[Collection entries]

"""

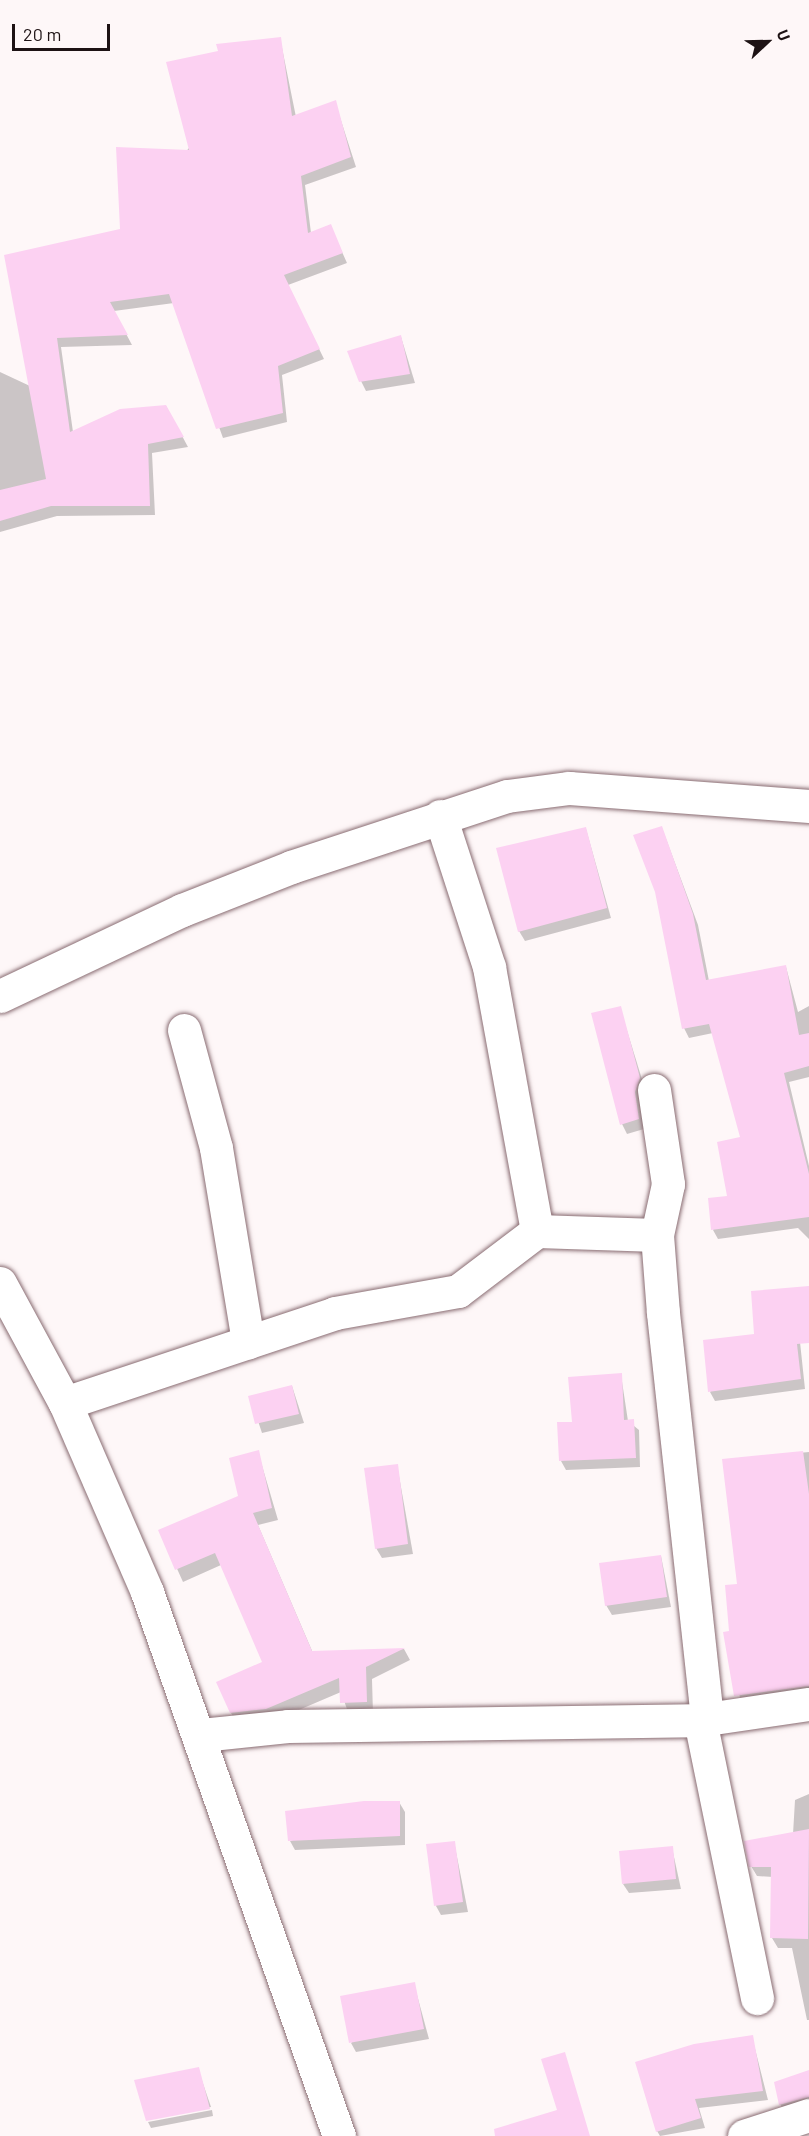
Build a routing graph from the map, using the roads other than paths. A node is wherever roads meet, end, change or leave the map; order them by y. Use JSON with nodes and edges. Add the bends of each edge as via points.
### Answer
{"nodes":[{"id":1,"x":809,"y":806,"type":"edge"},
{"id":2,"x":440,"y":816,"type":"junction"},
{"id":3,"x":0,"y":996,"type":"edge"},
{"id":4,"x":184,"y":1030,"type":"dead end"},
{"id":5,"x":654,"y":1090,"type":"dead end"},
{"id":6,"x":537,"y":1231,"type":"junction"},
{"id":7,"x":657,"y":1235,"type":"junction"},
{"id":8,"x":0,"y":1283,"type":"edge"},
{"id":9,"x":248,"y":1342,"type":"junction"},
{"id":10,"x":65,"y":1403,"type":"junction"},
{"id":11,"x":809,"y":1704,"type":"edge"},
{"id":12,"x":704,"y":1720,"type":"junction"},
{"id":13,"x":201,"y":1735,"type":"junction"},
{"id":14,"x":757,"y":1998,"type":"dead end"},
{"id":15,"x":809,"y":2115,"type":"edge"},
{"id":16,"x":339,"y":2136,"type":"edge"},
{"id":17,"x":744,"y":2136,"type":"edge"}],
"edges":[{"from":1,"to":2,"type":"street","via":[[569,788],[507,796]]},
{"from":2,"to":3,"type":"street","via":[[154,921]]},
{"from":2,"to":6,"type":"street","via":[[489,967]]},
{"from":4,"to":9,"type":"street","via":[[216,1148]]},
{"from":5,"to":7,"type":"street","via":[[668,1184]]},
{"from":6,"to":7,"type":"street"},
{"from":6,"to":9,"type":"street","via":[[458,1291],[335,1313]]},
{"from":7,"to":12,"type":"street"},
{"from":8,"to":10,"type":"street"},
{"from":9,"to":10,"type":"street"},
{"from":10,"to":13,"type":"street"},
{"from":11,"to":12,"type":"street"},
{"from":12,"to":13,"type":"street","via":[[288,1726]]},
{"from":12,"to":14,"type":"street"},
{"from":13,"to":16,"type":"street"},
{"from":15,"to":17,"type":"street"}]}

"""

▸ REQUIRED ACTION
Could the entries above be printed again exactly, apart from the pictures?

▸ SOLUTION TO THIS TASK
Build a routing graph from the map, using the roads other than paths. A node is wherever roads meet, end, change or leave the map; order them by y. Use JSON with nodes and edges. Add the bends of each edge as via points.
### Answer
{"nodes":[{"id":1,"x":809,"y":806,"type":"edge"},
{"id":2,"x":440,"y":816,"type":"junction"},
{"id":3,"x":0,"y":996,"type":"edge"},
{"id":4,"x":184,"y":1030,"type":"dead end"},
{"id":5,"x":654,"y":1090,"type":"dead end"},
{"id":6,"x":537,"y":1231,"type":"junction"},
{"id":7,"x":657,"y":1235,"type":"junction"},
{"id":8,"x":0,"y":1283,"type":"edge"},
{"id":9,"x":248,"y":1342,"type":"junction"},
{"id":10,"x":65,"y":1403,"type":"junction"},
{"id":11,"x":809,"y":1704,"type":"edge"},
{"id":12,"x":704,"y":1720,"type":"junction"},
{"id":13,"x":201,"y":1735,"type":"junction"},
{"id":14,"x":757,"y":1998,"type":"dead end"},
{"id":15,"x":809,"y":2115,"type":"edge"},
{"id":16,"x":339,"y":2136,"type":"edge"},
{"id":17,"x":744,"y":2136,"type":"edge"}],
"edges":[{"from":1,"to":2,"type":"street","via":[[569,788],[507,796]]},
{"from":2,"to":3,"type":"street","via":[[154,921]]},
{"from":2,"to":6,"type":"street","via":[[489,967]]},
{"from":4,"to":9,"type":"street","via":[[216,1148]]},
{"from":5,"to":7,"type":"street","via":[[668,1184]]},
{"from":6,"to":7,"type":"street"},
{"from":6,"to":9,"type":"street","via":[[458,1291],[335,1313]]},
{"from":7,"to":12,"type":"street"},
{"from":8,"to":10,"type":"street"},
{"from":9,"to":10,"type":"street"},
{"from":10,"to":13,"type":"street"},
{"from":11,"to":12,"type":"street"},
{"from":12,"to":13,"type":"street","via":[[288,1726]]},
{"from":12,"to":14,"type":"street"},
{"from":13,"to":16,"type":"street"},
{"from":15,"to":17,"type":"street"}]}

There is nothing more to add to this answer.